= Jacques-Nicolas Perrault =

Canadian politician (1750–1812)

Jacques-Nicolas Perrault (August 6, 1750 - August 7, 1812) was a seigneur, businessman and political figure in Lower Canada.

He was born in Quebec City in 1750, the son of Jacques Perrault and grandson of Pierre Boucher de Boucherville. He entered his father's business and continued in business after his father died in 1775. Like his father, Perrault later referred to himself as Perrault l'aîné. In 1779, he married Marie-Anne, the daughter of merchant Jean-Baptiste Amiot; she died in 1782. Like other businesspeople of the time, he lobbied for a representative assembly for the province. Perrault was a captain in the local militia and a justice of the peace. He received the seigneury of La Bouteillerie (or Rivière-Ouelle) from his uncle, gaining full ownership in 1792 when his mother died. In 1793, he settled at Rivière-Ouelle, where he had married Thérèse-Esther Hausman, the widow of a local merchant.
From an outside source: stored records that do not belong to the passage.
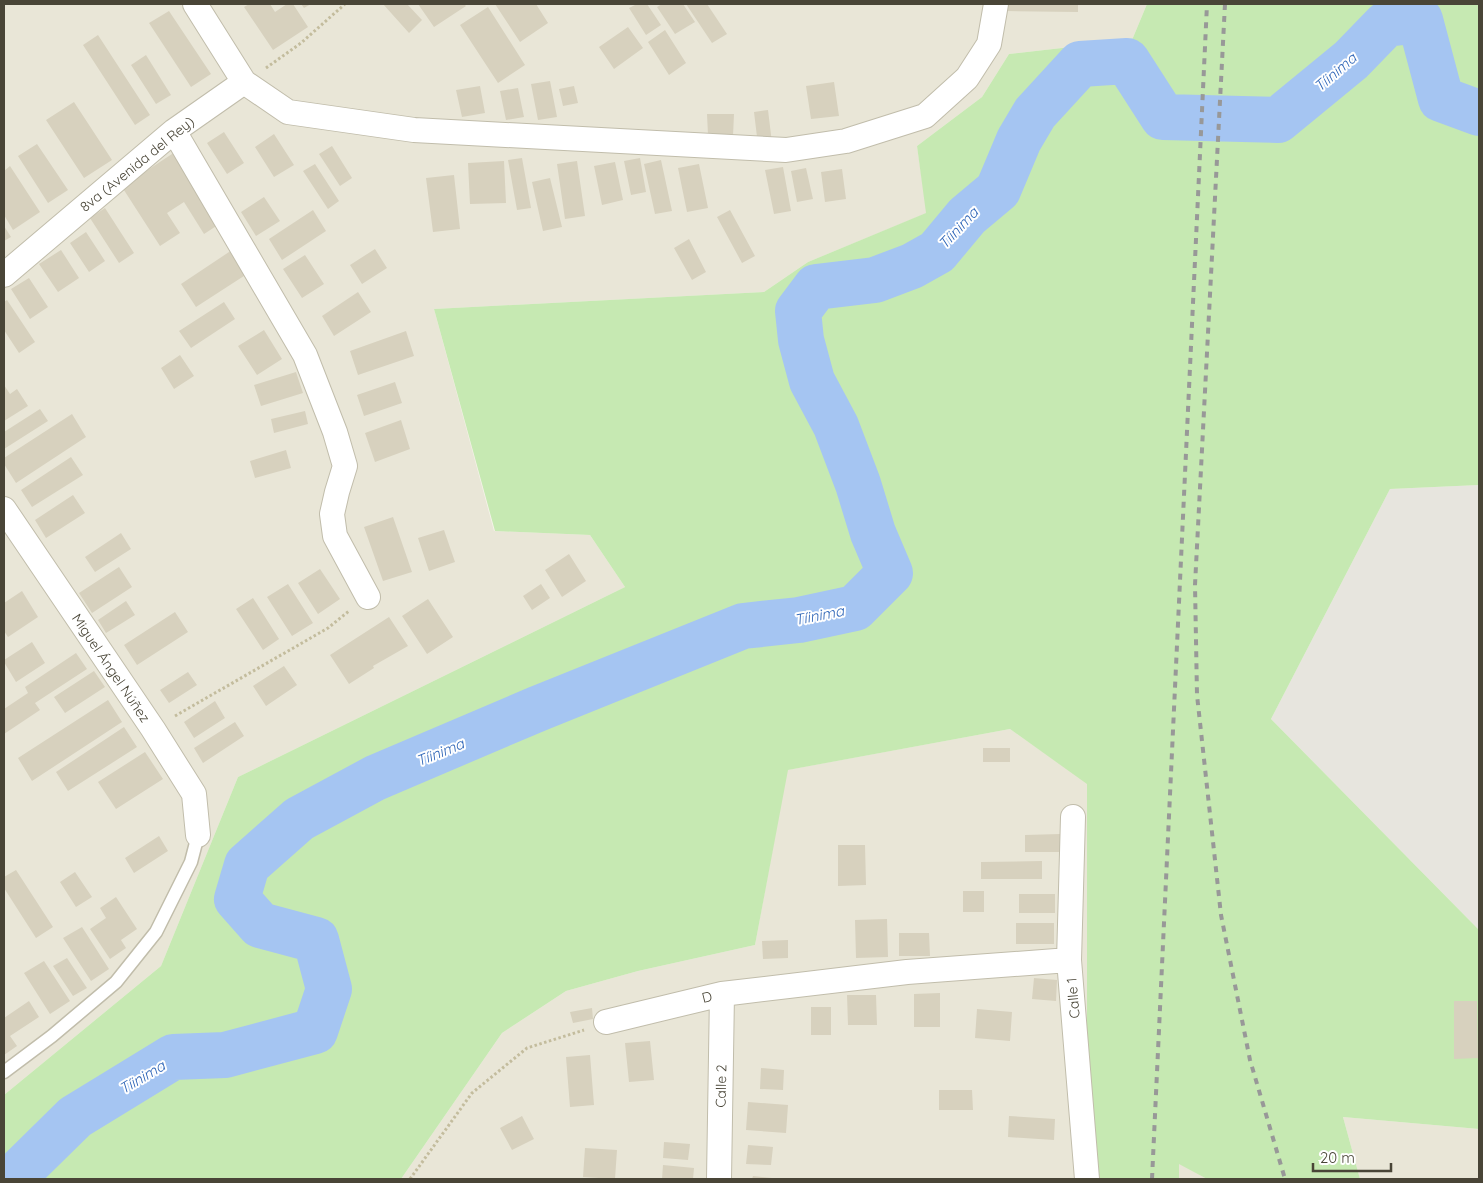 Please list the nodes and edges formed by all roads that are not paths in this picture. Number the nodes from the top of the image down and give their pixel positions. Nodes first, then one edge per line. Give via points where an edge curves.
1 (195, 4) edge
2 (996, 4) edge
3 (244, 82) junction
4 (174, 131) junction
5 (4, 276) edge
6 (4, 509) edge
7 (368, 597) road end
8 (1073, 817) dead end
9 (198, 835) joint
10 (1070, 960) junction
11 (722, 994) junction
12 (606, 1022) road end
13 (4, 1072) edge
14 (720, 1179) edge
15 (1087, 1179) edge

1 - 3 street
2 - 3 street via 989,44 967,78 925,116 846,141 786,150 414,130 288,112
3 - 4 street, 8va (Avenida del Rey)
4 - 5 street, 8va (Avenida del Rey)
4 - 7 street via 305,354 345,466 332,514 335,536
6 - 9 street, Miguel Ángel Núñez via 194,794
8 - 10 street, Calle 1
9 - 13 lane via 191,862 156,932 116,982
10 - 11 street, D via 907,972
10 - 15 street, Calle 1
11 - 12 street, D
11 - 14 street, Calle 2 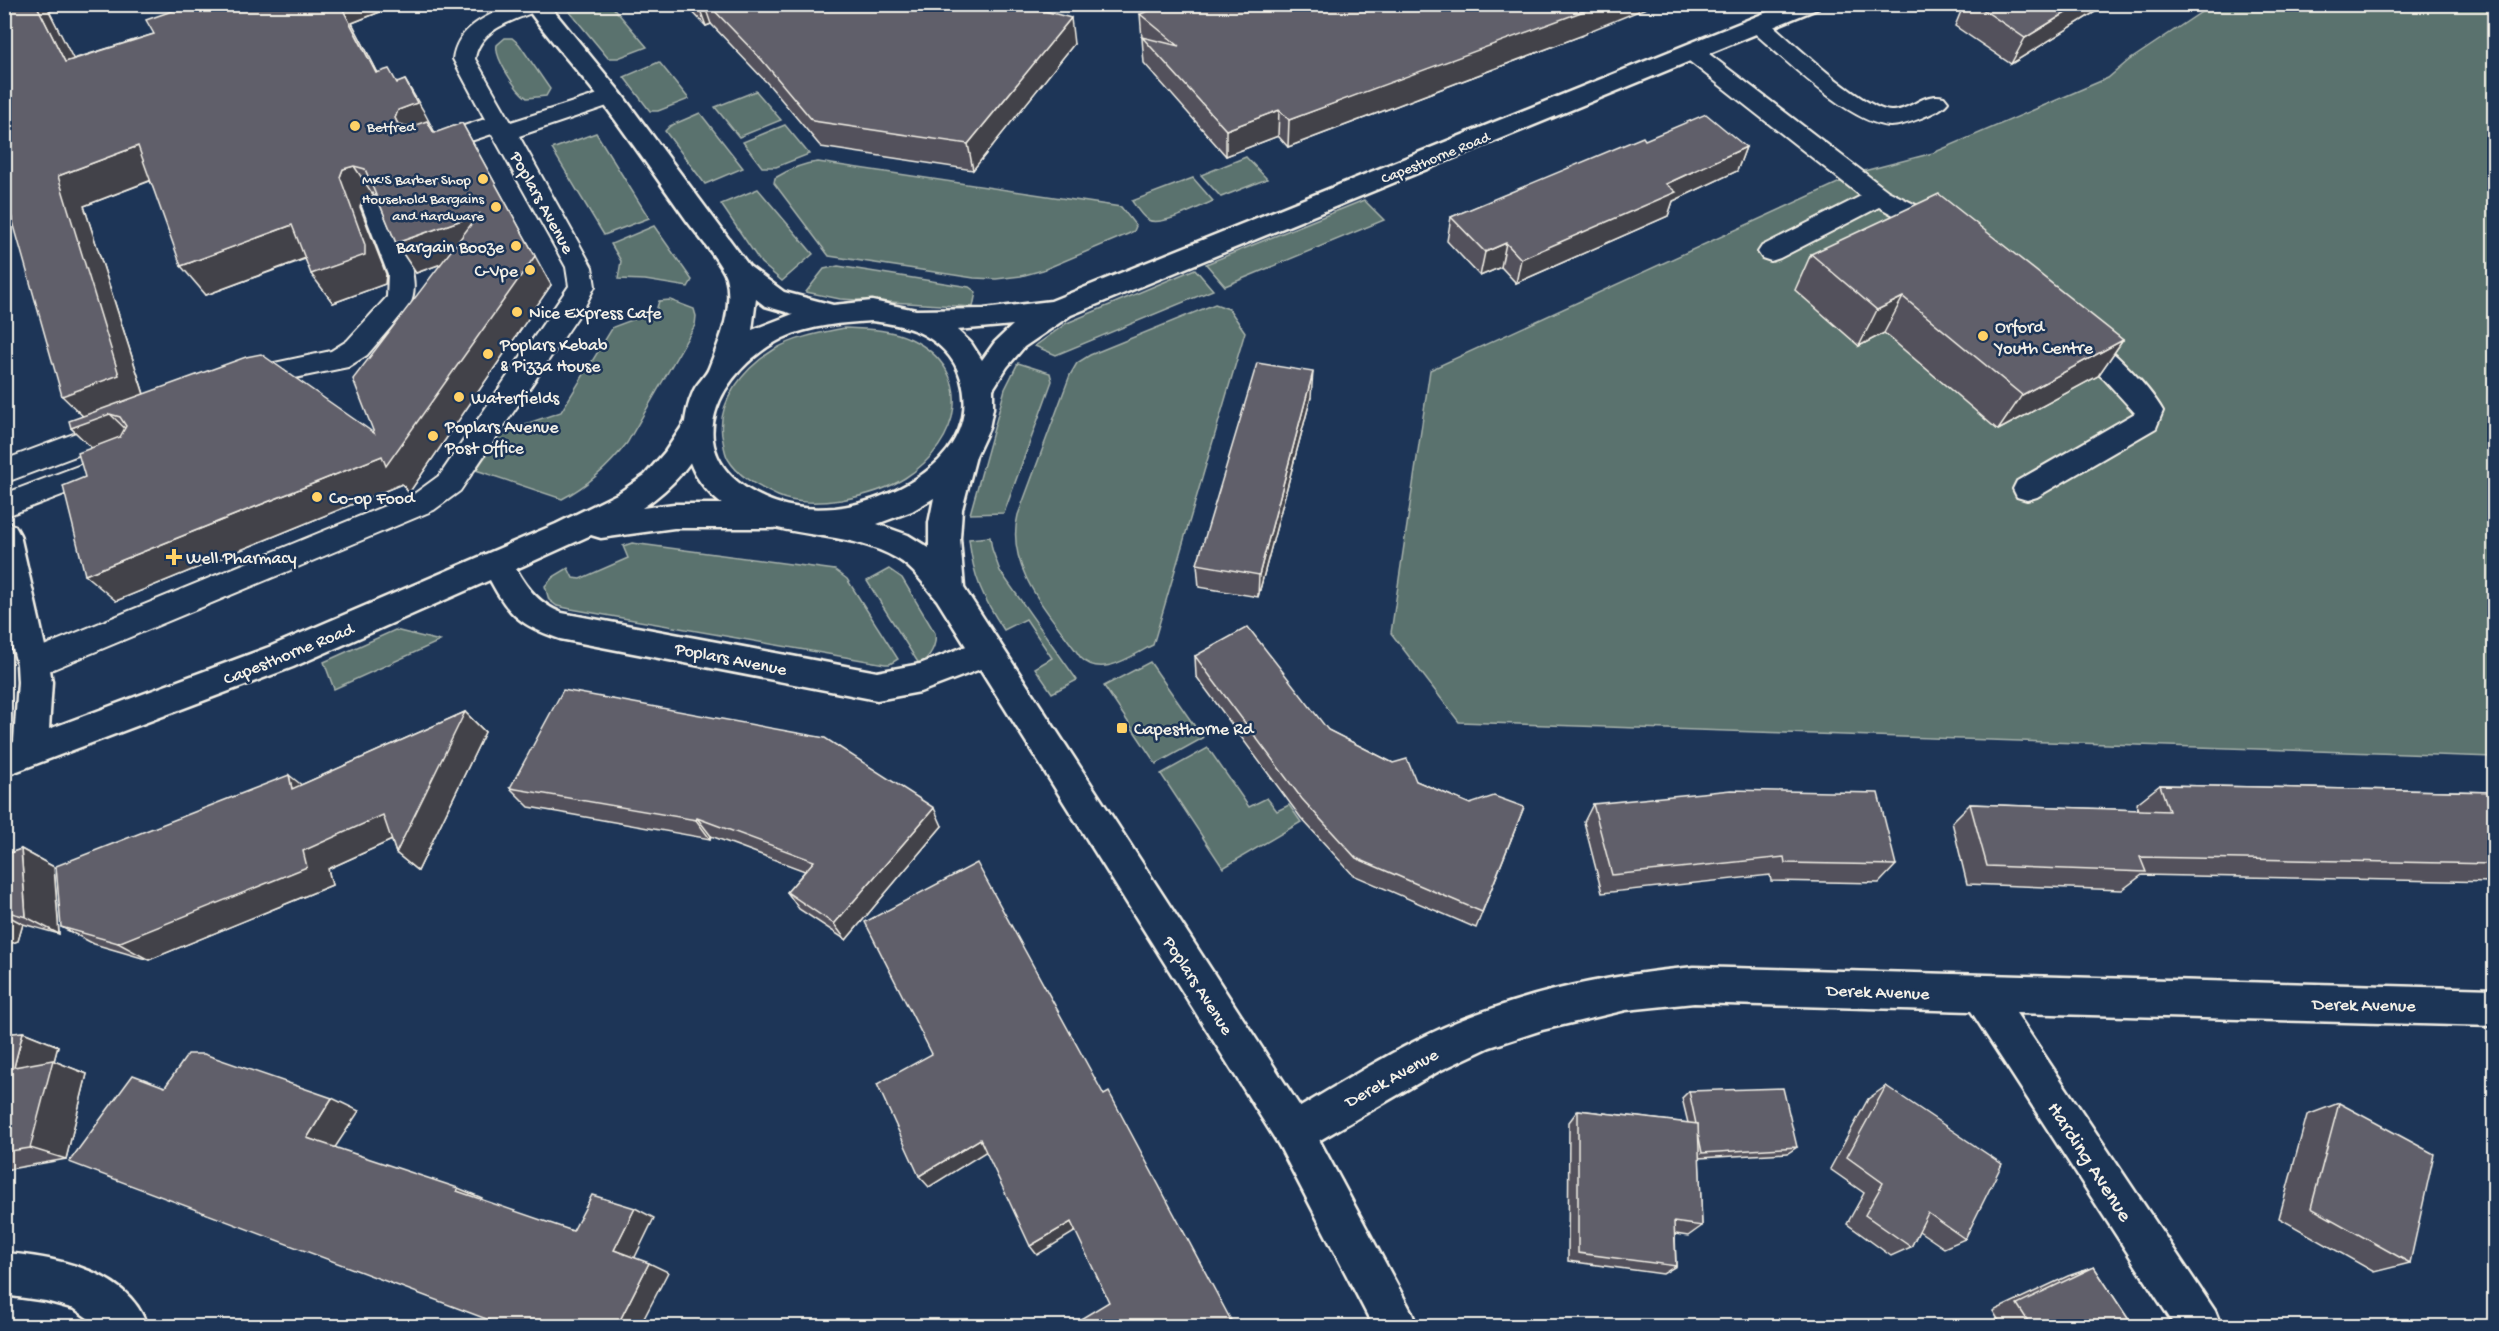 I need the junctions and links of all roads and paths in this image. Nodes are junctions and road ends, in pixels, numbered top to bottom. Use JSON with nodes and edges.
{"nodes":[{"id":1,"x":534,"y":4,"type":"edge"},
{"id":2,"x":1809,"y":4,"type":"edge"},
{"id":3,"x":1759,"y":25,"type":"junction"},
{"id":4,"x":1692,"y":52,"type":"junction"},
{"id":5,"x":611,"y":97,"type":"junction"},
{"id":6,"x":1936,"y":102,"type":"dead end"},
{"id":7,"x":502,"y":128,"type":"junction"},
{"id":8,"x":427,"y":147,"type":"edge"},
{"id":9,"x":1879,"y":197,"type":"junction"},
{"id":10,"x":374,"y":206,"type":"edge"},
{"id":11,"x":1960,"y":246,"type":"edge"},
{"id":12,"x":1771,"y":252,"type":"dead end"},
{"id":13,"x":739,"y":273,"type":"junction"},
{"id":14,"x":1061,"y":308,"type":"junction"},
{"id":15,"x":830,"y":313,"type":"junction"},
{"id":16,"x":910,"y":318,"type":"junction"},
{"id":17,"x":2059,"y":324,"type":"edge"},
{"id":18,"x":718,"y":375,"type":"junction"},
{"id":19,"x":980,"y":386,"type":"junction"},
{"id":20,"x":223,"y":389,"type":"edge"},
{"id":21,"x":145,"y":418,"type":"edge"},
{"id":22,"x":697,"y":427,"type":"junction"},
{"id":23,"x":964,"y":451,"type":"junction"},
{"id":24,"x":138,"y":454,"type":"edge"},
{"id":25,"x":4,"y":472,"type":"edge"},
{"id":26,"x":2027,"y":489,"type":"dead end"},
{"id":27,"x":4,"y":506,"type":"edge"},
{"id":28,"x":773,"y":516,"type":"junction"},
{"id":29,"x":812,"y":521,"type":"junction"},
{"id":30,"x":567,"y":533,"type":"junction"},
{"id":31,"x":4,"y":536,"type":"edge"},
{"id":32,"x":498,"y":564,"type":"junction"},
{"id":33,"x":948,"y":591,"type":"junction"},
{"id":34,"x":987,"y":652,"type":"junction"},
{"id":35,"x":33,"y":664,"type":"junction"},
{"id":36,"x":17,"y":756,"type":"edge"},
{"id":37,"x":1982,"y":995,"type":"junction"},
{"id":38,"x":2494,"y":1008,"type":"edge"},
{"id":39,"x":1293,"y":1133,"type":"junction"},
{"id":40,"x":4,"y":1274,"type":"edge"},
{"id":41,"x":126,"y":1326,"type":"edge"},
{"id":42,"x":1396,"y":1326,"type":"edge"},
{"id":43,"x":2200,"y":1326,"type":"edge"}],
"edges":[{"from":1,"to":5,"type":"street","name":"Poplars Avenue"},
{"from":1,"to":7,"type":"lane","name":"Poplars Avenue"},
{"from":2,"to":3,"type":"street","name":"Capesthorne Road"},
{"from":3,"to":4,"type":"street","name":"Capesthorne Road"},
{"from":3,"to":6,"type":"lane"},
{"from":4,"to":9,"type":"lane"},
{"from":4,"to":14,"type":"street","name":"Capesthorne Road"},
{"from":5,"to":7,"type":"lane","name":"Poplars Avenue"},
{"from":5,"to":13,"type":"street","name":"Poplars Avenue"},
{"from":7,"to":8,"type":"lane"},
{"from":7,"to":35,"type":"lane","name":"Poplars Avenue"},
{"from":9,"to":11,"type":"lane"},
{"from":9,"to":12,"type":"lane"},
{"from":10,"to":20,"type":"lane"},
{"from":13,"to":15,"type":"street","name":"Poplars Avenue"},
{"from":13,"to":18,"type":"street","name":"Poplars Avenue"},
{"from":14,"to":16,"type":"street","name":"Capesthorne Road"},
{"from":14,"to":19,"type":"street","name":"Capesthorne Road"},
{"from":15,"to":16,"type":"street"},
{"from":15,"to":18,"type":"street"},
{"from":16,"to":19,"type":"street"},
{"from":17,"to":26,"type":"lane"},
{"from":18,"to":22,"type":"street"},
{"from":19,"to":23,"type":"street"},
{"from":21,"to":25,"type":"lane"},
{"from":22,"to":28,"type":"street"},
{"from":22,"to":30,"type":"street","name":"Capesthorne Road"},
{"from":23,"to":29,"type":"street"},
{"from":23,"to":33,"type":"street","name":"Poplars Avenue"},
{"from":24,"to":27,"type":"lane"},
{"from":28,"to":29,"type":"street"},
{"from":28,"to":30,"type":"street","name":"Capesthorne Road"},
{"from":29,"to":33,"type":"street","name":"Poplars Avenue"},
{"from":30,"to":32,"type":"street","name":"Capesthorne Road"},
{"from":31,"to":35,"type":"street"},
{"from":32,"to":34,"type":"street","name":"Poplars Avenue"},
{"from":32,"to":36,"type":"street","name":"Capesthorne Road"},
{"from":33,"to":34,"type":"street","name":"Poplars Avenue"},
{"from":34,"to":39,"type":"street","name":"Poplars Avenue"},
{"from":35,"to":36,"type":"street"},
{"from":37,"to":38,"type":"street","name":"Derek Avenue"},
{"from":37,"to":39,"type":"street","name":"Derek Avenue"},
{"from":37,"to":43,"type":"street","name":"Harding Avenue"},
{"from":39,"to":42,"type":"street","name":"Poplars Avenue"},
{"from":40,"to":41,"type":"street"}]}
With the aim of developing his seigneury, he purchased property which include a sawmill, barley mill and blacksmith's stop; he built a wharf and set up a sugar bush. He was named colonel in the local militia. Perrault was elected to represent Cornwallis in the Legislative Assembly of Lower Canada in 1804; he was named to the Legislative Council in 1812. While in the assembly, he supported legislation that banned judges from being members of the legislative assembly.

He was found dead in his bath at Rivière-Ouelle in 1812 after having been ill for several days.

His brother Olivier was a judge and also served in the legislative council.